Here we go with the second installment of Spot the Classic.
Every day I will post three passages of fiction in English: one from a classic twentieth century novel or short story, and one each from fiction that is independently published, and traditionally published.
Your job is to decide which one is the classic.
Any comments correctly spoiling the answer with a title and author will be held until the commenting period is over.
Leave a comment to be entered into a drawing for an Amazon gift card.
And by the way, if you Google the answer, let me know. The point is to read and appreciate; getting it right is second.

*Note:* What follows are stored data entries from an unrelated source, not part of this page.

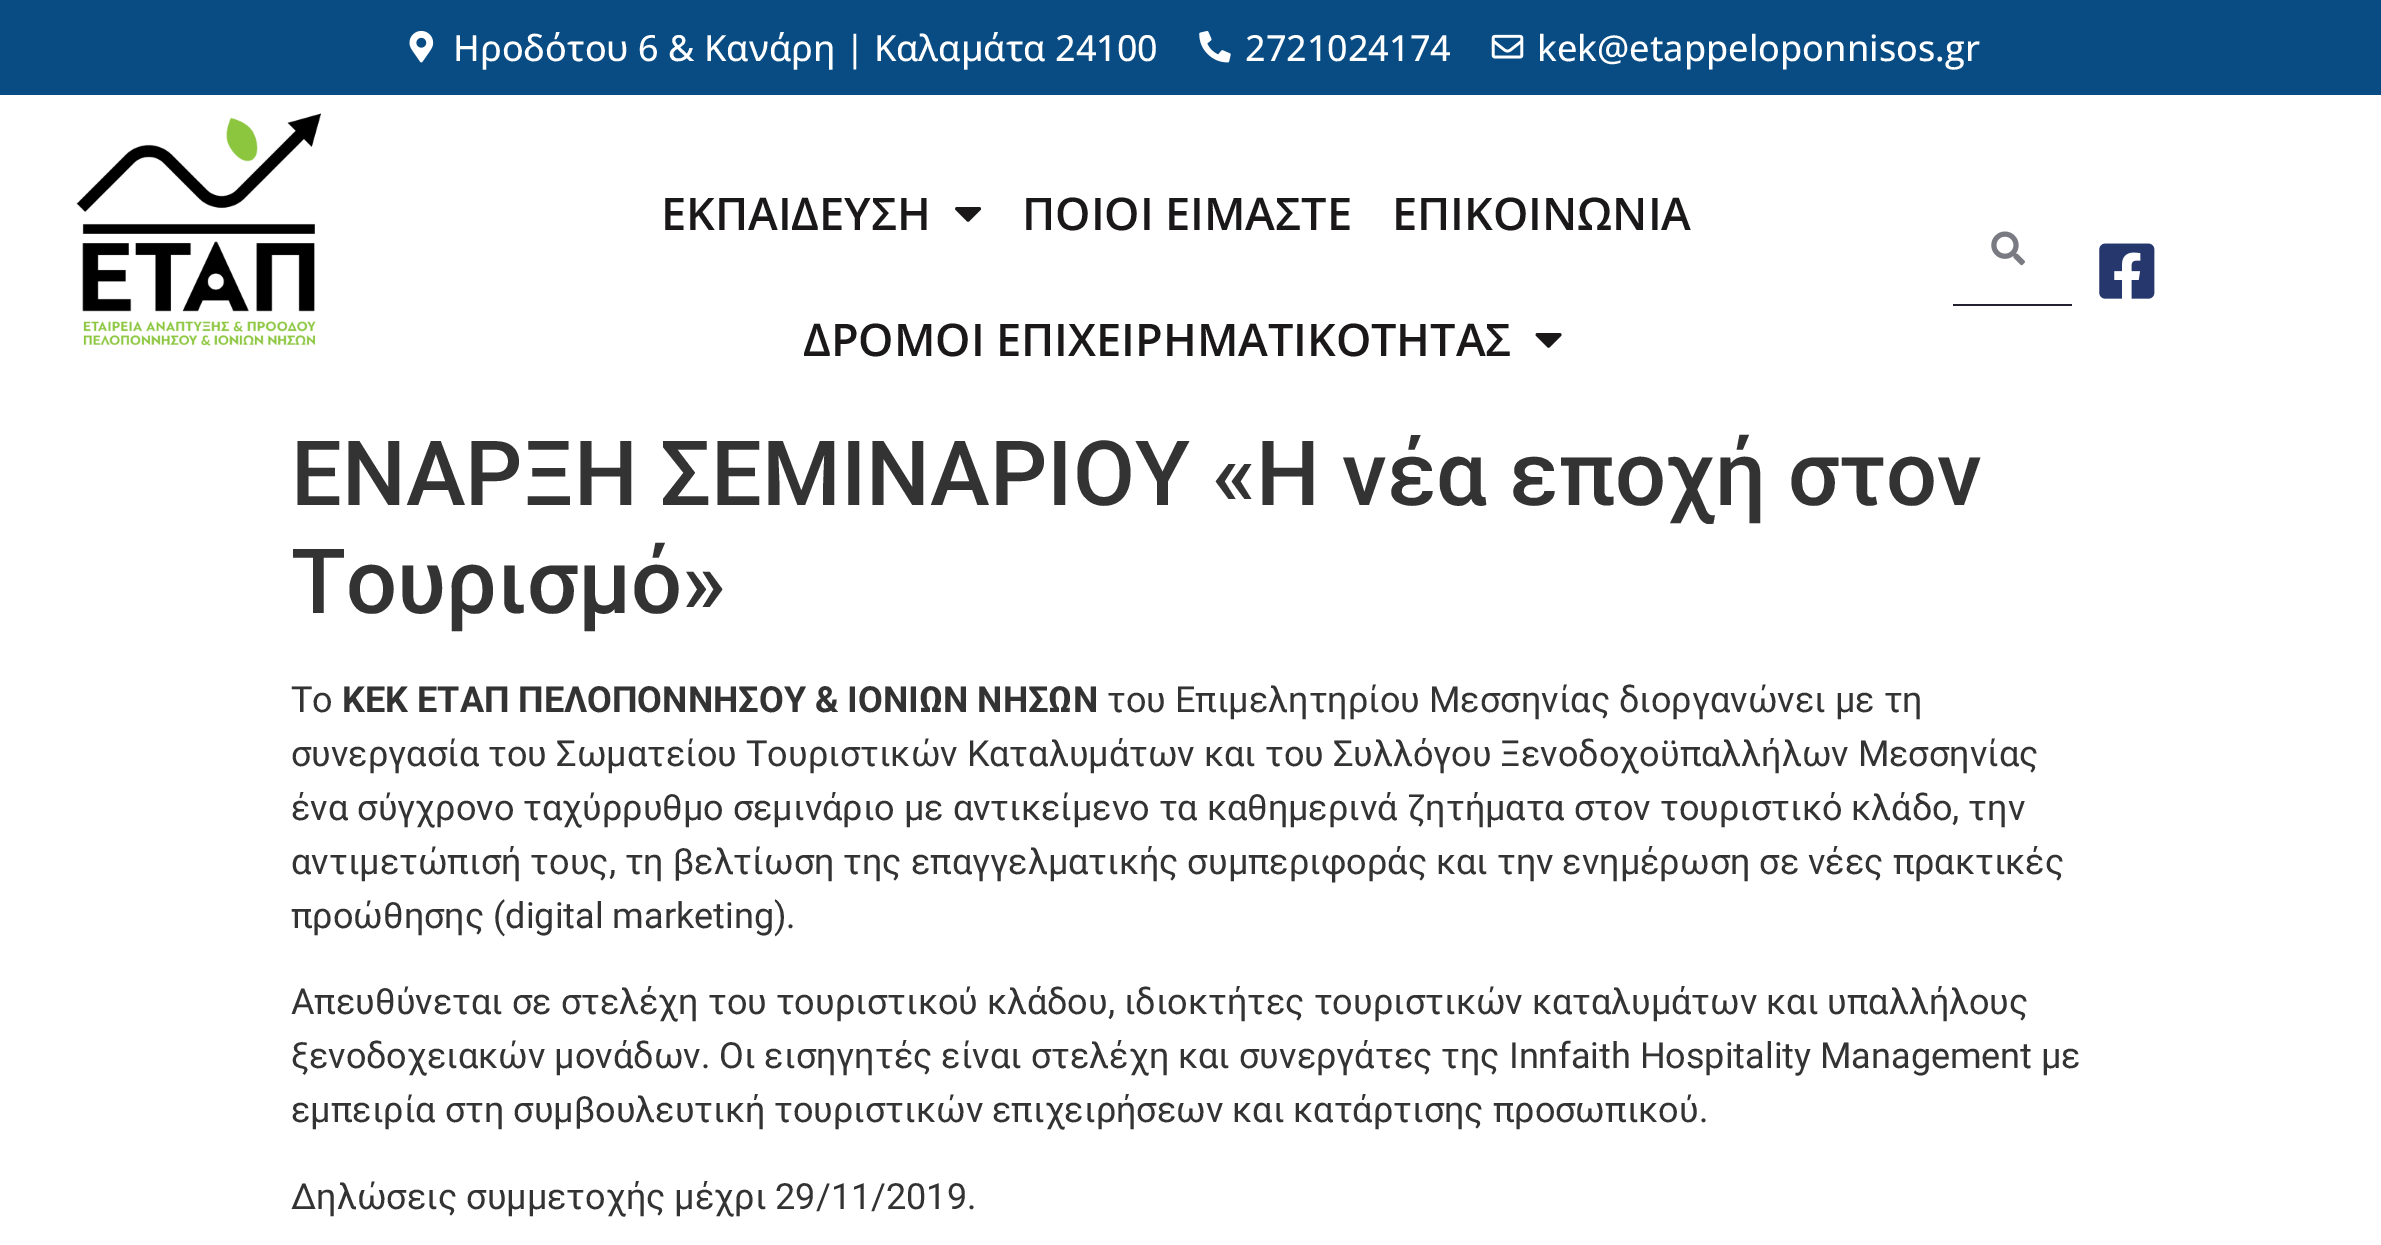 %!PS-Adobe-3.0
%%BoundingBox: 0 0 2381 1245
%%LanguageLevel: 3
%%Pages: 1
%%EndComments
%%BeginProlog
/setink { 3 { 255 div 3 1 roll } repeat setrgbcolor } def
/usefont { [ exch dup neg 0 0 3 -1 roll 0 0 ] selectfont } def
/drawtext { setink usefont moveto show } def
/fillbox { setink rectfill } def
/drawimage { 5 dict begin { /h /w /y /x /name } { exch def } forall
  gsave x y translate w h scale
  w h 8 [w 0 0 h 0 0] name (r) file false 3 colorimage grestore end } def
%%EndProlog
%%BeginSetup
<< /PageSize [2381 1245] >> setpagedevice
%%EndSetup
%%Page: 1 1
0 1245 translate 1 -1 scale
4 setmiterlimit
0 0 2381 1245 255 255 255 fillbox
0 0 2381 95 9 76 131 fillbox
(assets/img1.rgb) 409 30 25 33 drawimage
(Ηροδότου 6 & Κανάρη | Καλαμάτα 24100) 453 61 /OpenSans-Medium 36 255 255 255 drawtext
(assets/img2.rgb) 1199 31 32 32 drawimage
(2721024174) 1245 61 /OpenSans-Medium 36 255 255 255 drawtext
(assets/img3.rgb) 1491 34 33 25 drawimage
(kek@etappeloponnisos.gr) 1537 61 /OpenSans-Medium 36 255 255 255 drawtext
(assets/img4.rgb) 76 113 245 233 drawimage
(ΕΚΠΑΙΔΕΥΣΗ) 661 230 /OpenSans-SemiBold 45 26 24 24 drawtext
(assets/img5.rgb) 955 207 27 15 drawimage
(ΠΟΙΟΙ ΕΙΜΑΣΤΕ) 1022 230 /OpenSans-SemiBold 45 26 24 24 drawtext
(ΕΠΙΚΟΙΝΩΝΙΑ) 1392 230 /OpenSans-SemiBold 45 26 24 24 drawtext
(ΔΡΟΜΟΙ ΕΠΙΧΕΙΡΗΜΑΤΙΚΟΤΗΤΑΣ) 803 356 /OpenSans-SemiBold 45 26 24 24 drawtext
(assets/img6.rgb) 1535 333 27 15 drawimage
1953 304 119 2 33 33 49 fillbox
(assets/img7.rgb) 1991 231 34 35 drawimage
(assets/img8.rgb) 2099 243 56 56 drawimage
(ΕΝΑΡΞΗ ΣΕΜΙΝΑΡΙΟΥ «Η νέα εποχή στον) 291 505 /Roboto-Medium 90 51 51 51 drawtext
(Τουρισμό») 291 613 /Roboto-Medium 90 51 51 51 drawtext
(Το) 291 712 /Roboto-Regular 36 51 51 51 drawtext
(ΚΕΚ ΕΤΑΠ ΠΕΛΟΠΟΝΝΗΣΟΥ & ΙΟΝΙΩΝ ΝΗΣΩΝ) 342 712 /Roboto-Bold 36 51 51 51 drawtext
(του Επιμελητηρίου Μεσσηνίας διοργανώνει με τη) 1107 712 /Roboto-Regular 36 51 51 51 drawtext
(συνεργασία του Σωματείου Τουριστικών Καταλυμάτων και του Συλλόγου Ξενοδοχοϋπαλλήλων Μεσσηνίας) 291 766 /Roboto-Regular 36 51 51 51 drawtext
(ένα σύγχρονο ταχύρρυθμο σεμινάριο με αντικείμενο τα καθημερινά ζητήματα στον τουριστικό κλάδο, την) 291 820 /Roboto-Regular 36 51 51 51 drawtext
(αντιμετώπισή τους, τη βελτίωση της επαγγελματικής συμπεριφοράς και την ενημέρωση σε νέες πρακτικές) 291 874 /Roboto-Regular 36 51 51 51 drawtext
(προώθησης \(digital marketing\).) 291 928 /Roboto-Regular 36 51 51 51 drawtext
(Απευθύνεται σε στελέχη του τουριστικού κλάδου, ιδιοκτήτες τουριστικών καταλυμάτων και υπαλλήλους) 291 1014 /Roboto-Regular 36 51 51 51 drawtext
(ξενοδοχειακών μονάδων. Οι εισηγητές είναι στελέχη και συνεργάτες της Innfaith Hospitality Management με) 291 1068 /Roboto-Regular 36 51 51 51 drawtext
(εμπειρία στη συμβουλευτική τουριστικών επιχειρήσεων και κατάρτισης προσωπικού.) 291 1122 /Roboto-Regular 36 51 51 51 drawtext
(Δηλώσεις συμμετοχής μέχρι 29/11/2019.) 291 1209 /Roboto-Regular 36 51 51 51 drawtext
showpage
%%EOF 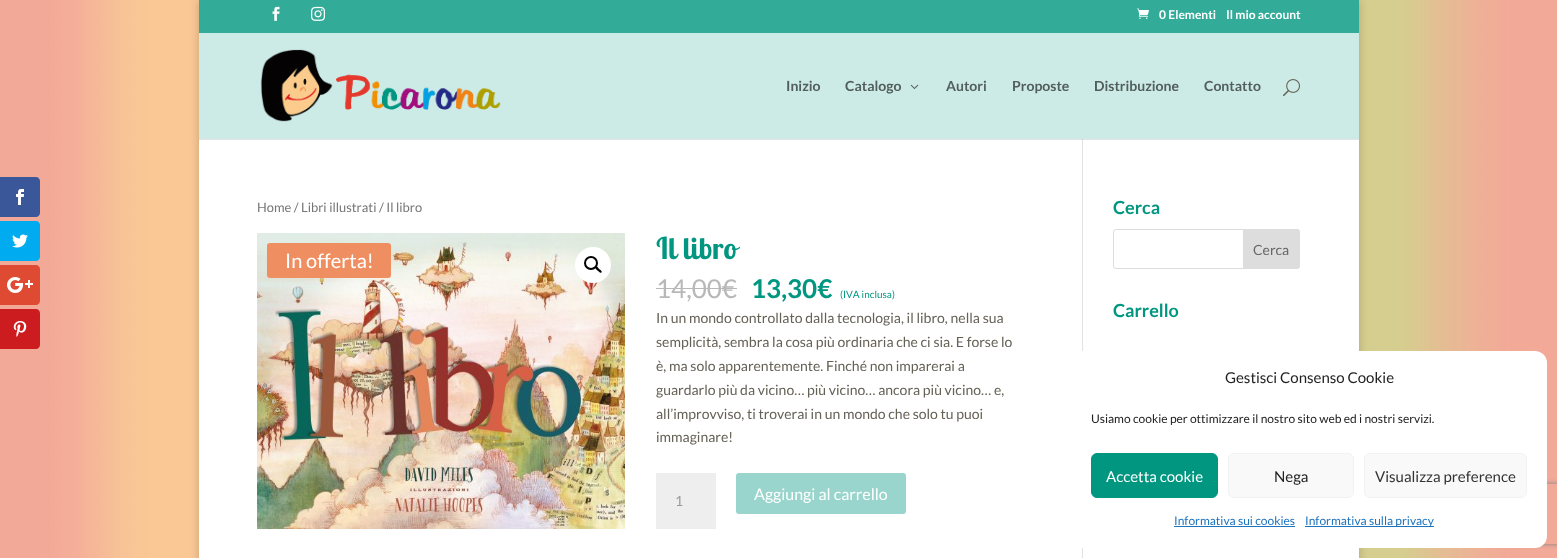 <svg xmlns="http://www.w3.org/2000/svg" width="1557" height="558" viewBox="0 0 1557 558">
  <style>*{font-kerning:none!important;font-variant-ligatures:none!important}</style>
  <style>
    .t1 { font: bold 12px Lato; fill: #fff; }
    .t2 { font: bold 14px Lato; fill: #525e5c; }
    .t3 { font: 12.9px Lato; fill: #767676; }
    .t4 { font: bold 30px Lobster Two; fill: #009680; }
    .t5 { font: 26px Lato; fill: #b8b8b8; }
    .t6 { font: bold 26px Lato; fill: #009680; }
    .t7 { font: 10px Lato; fill: #009680; }
    .t8 { font: 14px Lato; fill: #646155; }
    .t9 { font: 14px Lato; fill: #999; }
    .t10 { font: 16px Lato; fill: #fff; }
    .t11 { font: 20px Lato; fill: #fff; }
    .t12 { font: bold 18px Lato; fill: #009680; }
    .t13 { font: 14px Lato; fill: #666; }
    .t14 { font: 15px Lato; fill: #222; }
    .t15 { font: 12px Lato; fill: #222; }
    .t16 { font: 15px Lato; fill: #fff; }
    .t17 { font: 15px Lato; fill: #333; }
    .t18 { font: 12px Lato; fill: #1e73be; }
  </style>
  <defs>
    <clipPath id="clip1"><path d="M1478 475H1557V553H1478ZM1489 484H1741C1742 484 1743 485 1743 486V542C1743 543 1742 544 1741 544H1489C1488 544 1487 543 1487 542V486C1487 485 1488 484 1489 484Z" clip-rule="evenodd"/></clipPath>
  </defs>
  <rect width="100%" height="100%" fill="#fff"/>
  <image x="0" y="0" width="1557" height="558" href="images/1.png"/>
  <path d="M0 177H36C38 177 40 179 40 181V213C40 215 38 217 36 217H0Z" fill="#3a579a"/>
  <image x="16" y="189" width="8" height="16" href="images/2.png"/>
  <path d="M0 221H36C38 221 40 223 40 225V257C40 259 38 261 36 261H0Z" fill="#00abf0"/>
  <image x="12" y="234" width="16" height="14" href="images/3.png"/>
  <path d="M0 265H36C38 265 40 267 40 269V301C40 303 38 305 36 305H0Z" fill="#df4a32"/>
  <image x="7" y="277" width="26" height="16" href="images/4.png"/>
  <path d="M0 309H36C38 309 40 311 40 313V345C40 347 38 349 36 349H0Z" fill="#cd1c1f"/>
  <image x="13" y="321" width="14" height="16" href="images/5.png"/>
  <rect x="199" y="0" width="1160" height="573" fill="#00000033" filter="blur(5px)"/>
  <rect x="199" y="0" width="1160" height="33" fill="#33ab99"/>
  <image x="272" y="6" width="8" height="15" href="images/6.png"/>
  <image x="311" y="6" width="14" height="15" href="images/7.png"/>
  <image x="1137" y="8" width="12" height="11" href="images/8.png"/>
  <text x="1159" y="19" class="t1">0 Elementi</text>
  <text x="1226" y="19" class="t1">Il mio account</text>
  <rect x="199" y="139" width="1160" height="419" fill="#fff"/>
  <rect x="1082" y="138" width="1" height="420" fill="#e2e2e2"/>
  <rect x="199" y="139" width="1160" height="1" fill="#0000001a"/>
  <rect x="199" y="33" width="1160" height="106" fill="#cceae6"/>
  <image x="260" y="49" width="241" height="73" href="images/9.png"/>
  <text x="786" y="91" class="t2">Inizio</text>
  <text x="845" y="91" class="t2">Catalogo</text>
  <image x="910" y="84" width="9" height="5" href="images/10.png"/>
  <text x="946" y="91" class="t2">Autori</text>
  <text x="1012" y="91" class="t2">Proposte</text>
  <text x="1094" y="91" class="t2">Distribuzione</text>
  <text x="1204" y="91" class="t2">Contatto</text>
  <image x="1283" y="79" width="17" height="18" href="images/11.png"/>
  <text x="257" y="212" class="t3">Home / Libri illustrati / Il libro</text>
  <image x="257" y="233" width="368" height="296" href="images/12.png"/>
  <circle cx="593" cy="265" r="18" fill="#fff"/>
  <circle cx="591" cy="263" r="6" fill="none" stroke="#000" stroke-width="2"/>
  <path d="M595.5 267C597 265.5 598.5 268.5 599 269C600 269.5 602.5 271.5 601.5 272.5C600 273.5 598.5 271 597.5 270.5C597 270 594.5 268 595.5 267Z" fill="#000"/>
  <text x="656" y="259" class="t4">Il libro</text>
  <text x="656" y="298" class="t5">14,00€</text>
  <rect x="656" y="288" width="81" height="1" fill="#b8b8b8"/>
  <text x="751" y="298" class="t6">13,30€</text>
  <text x="840" y="298" class="t7">(IVA inclusa)</text>
  <text x="656" y="323" class="t8">In un mondo controllato dalla tecnologia, il libro, nella sua</text>
  <text x="656" y="347" class="t8">semplicità, sembra la cosa più ordinaria che ci sia. E forse lo</text>
  <text x="656" y="371" class="t8">è, ma solo apparentemente. Finché non imparerai a</text>
  <text x="656" y="395" class="t8">guardarlo più da vicino… più vicino… ancora più vicino… e,</text>
  <text x="656" y="419" class="t8">all’improvviso, ti troverai in un mondo che solo tu puoi</text>
  <text x="656" y="442" class="t8">immaginare!</text>
  <rect x="656" y="473" width="60" height="56" fill="#eee"/>
  <text x="675" y="506" class="t9">1</text>
  <rect x="736" y="473" width="170" height="41" rx="3" fill="#99d5cc"/>
  <text x="754" y="500" class="t10">Aggiungi al carrello</text>
  <rect x="267" y="243" width="124" height="35" rx="3" fill="#ef8f61"/>
  <text x="285" y="268" class="t11">In offerta!</text>
  <text x="1113" y="214" class="t12">Cerca</text>
  <rect x="1113.5" y="229.5" width="186" height="39" rx="2.5" fill="none" stroke="#ddd"/>
  <path d="M1243.5 229.5H1297C1298.5 229.5 1299.5 230.5 1299.5 232V266C1299.5 267.5 1298.5 268.5 1297 268.5H1243.5Z" fill="#ddd" stroke="#ddd"/>
  <text x="1253" y="255" class="t13">Cerca</text>
  <text x="1113" y="317" class="t12">Carrello</text>
  <g clip-path="url(#clip1)">
    <rect x="1487" y="484" width="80" height="60" rx="2" fill="#808080" filter="blur(2.5px)"/>
  </g>
  <rect x="1071" y="351" width="476" height="197" rx="12" fill="#fff"/>
  <text x="1225" y="383" class="t14">Gestisci Consenso Cookie</text>
  <text x="1091" y="423" class="t15">Usiamo cookie per ottimizzare il nostro sito web ed i nostri servizi.</text>
  <rect x="1091.5" y="453.5" width="126" height="44" rx="5.5" fill="#009680" stroke="#009680"/>
  <text x="1106" y="482" class="t16">Accetta cookie</text>
  <rect x="1228.5" y="453.5" width="125" height="44" rx="5.5" fill="#f9f9f9" stroke="#f2f2f2"/>
  <text x="1274" y="482" class="t14">Nega</text>
  <rect x="1364.5" y="453.5" width="162" height="44" rx="5.5" fill="#f9f9f9" stroke="#f2f2f2"/>
  <text x="1375" y="482" class="t17">Visualizza preference</text>
  <text x="1174" y="525" class="t18">Informativa sui cookies</text>
  <rect x="1174" y="526" width="121" height="1" fill="#1e73be"/>
  <rect x="1305" y="526" width="129" height="1" fill="#1e73be"/>
  <text x="1305" y="525" class="t18">Informativa sulla privacy</text>
</svg>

Answers and commentary tomorrow.
#1 Their house was even more elaborate than I expected, a cheerful red-and-white Georgian Colonial mansion, overlooking the bay. The lawn started at the beach and ran towards the front door for a quarter of a mile, jumping over sun-dials and brick walks and burning gardens-- finally when it reached the house drifting up the side in bright vines as if from the momentum of its run. The front was broken by a line of French windows, glowing now with reflected gold and wide open to the warm, windy afternoon, and Tom Buchanan in riding clothes was standing with legs apart on the front porch.
#2 The linoleum floors glow white under the fluorescent overheads. Sometimes it seems like we're standing in a flashlight. I wait next to Louis. He's thirty, which to me seems young and old at the same time. He has the blondest hair and the greenest eyes and a dimple right in the center of his chin. He is a college graduate, strong and handsome, someone I never would have talked to out in the real world. I would have rung up his groceries, bagged his tomatoes and eggs, handed him the coupons that printed with his receipt.
#3 As the young god entered the woods, the sky seemed to darken. Here in the woods, the gods took no responsibility for encouraging or discouraging the trees from doing whatever they wanted, although the Town Council had talked about it often enough. One tree in particular-- the Old One-- was the subject of perennial discussions. The tree's big offense was having attained a height so great that some complained it blocked the light in the Northeast Quadrant. An exaggeration, perhaps, but that didn't explain why no one ever volunteered to take it down.